- EXERCISE MATERIAL
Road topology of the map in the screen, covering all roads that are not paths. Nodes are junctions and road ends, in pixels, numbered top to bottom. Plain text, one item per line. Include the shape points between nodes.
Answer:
---
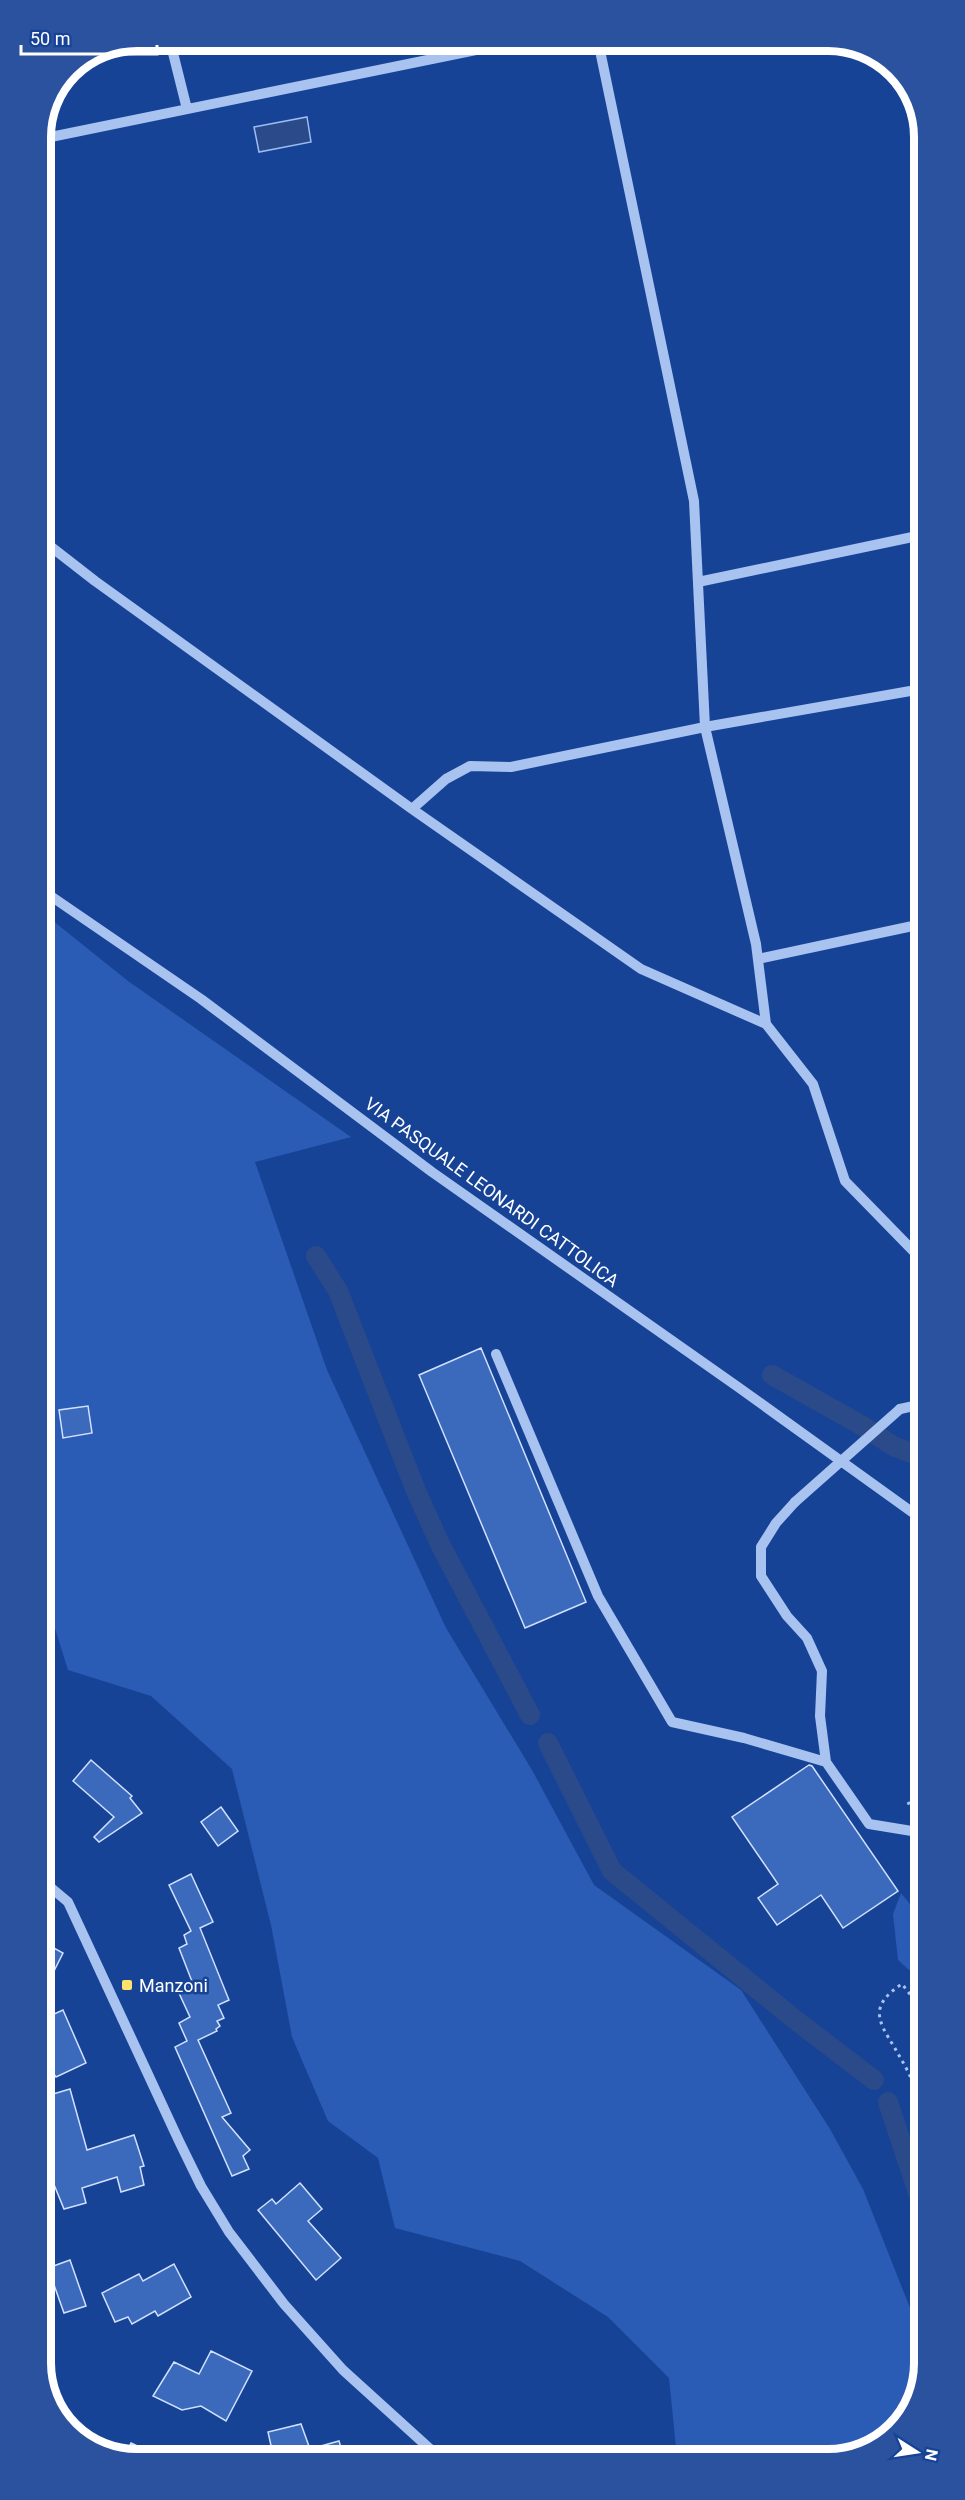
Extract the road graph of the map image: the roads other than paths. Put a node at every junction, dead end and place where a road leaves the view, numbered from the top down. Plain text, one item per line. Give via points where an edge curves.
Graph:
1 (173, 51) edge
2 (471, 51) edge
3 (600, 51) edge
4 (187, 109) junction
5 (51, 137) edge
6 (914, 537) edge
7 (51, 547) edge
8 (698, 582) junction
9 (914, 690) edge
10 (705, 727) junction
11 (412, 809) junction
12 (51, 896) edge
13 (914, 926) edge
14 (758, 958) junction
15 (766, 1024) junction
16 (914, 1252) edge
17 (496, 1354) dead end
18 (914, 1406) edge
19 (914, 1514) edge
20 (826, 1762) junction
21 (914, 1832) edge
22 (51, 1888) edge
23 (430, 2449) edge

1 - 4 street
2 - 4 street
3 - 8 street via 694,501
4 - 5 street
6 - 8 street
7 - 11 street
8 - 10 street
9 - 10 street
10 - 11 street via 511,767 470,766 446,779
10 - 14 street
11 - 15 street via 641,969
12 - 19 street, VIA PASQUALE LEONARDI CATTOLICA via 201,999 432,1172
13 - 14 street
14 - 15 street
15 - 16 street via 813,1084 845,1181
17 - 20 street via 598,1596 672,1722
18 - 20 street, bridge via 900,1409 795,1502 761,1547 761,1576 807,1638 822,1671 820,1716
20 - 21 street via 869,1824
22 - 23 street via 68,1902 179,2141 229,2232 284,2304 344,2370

- WORK INSTRUCTION
Your answer should be all lines from the data that contain "points".

- TASK ANSWER
Road topology of the map in the screen, covering all roads that are not paths. Nodes are junctions and road ends, in pixels, numbered top to bottom. Plain text, one item per line. Include the shape points between nodes.
Extract the road graph of the map image: the roads other than paths. Put a node at every junction, dead end and place where a road leaves the view, numbered from the top down. Plain text, one item per line. Give via points where an edge curves.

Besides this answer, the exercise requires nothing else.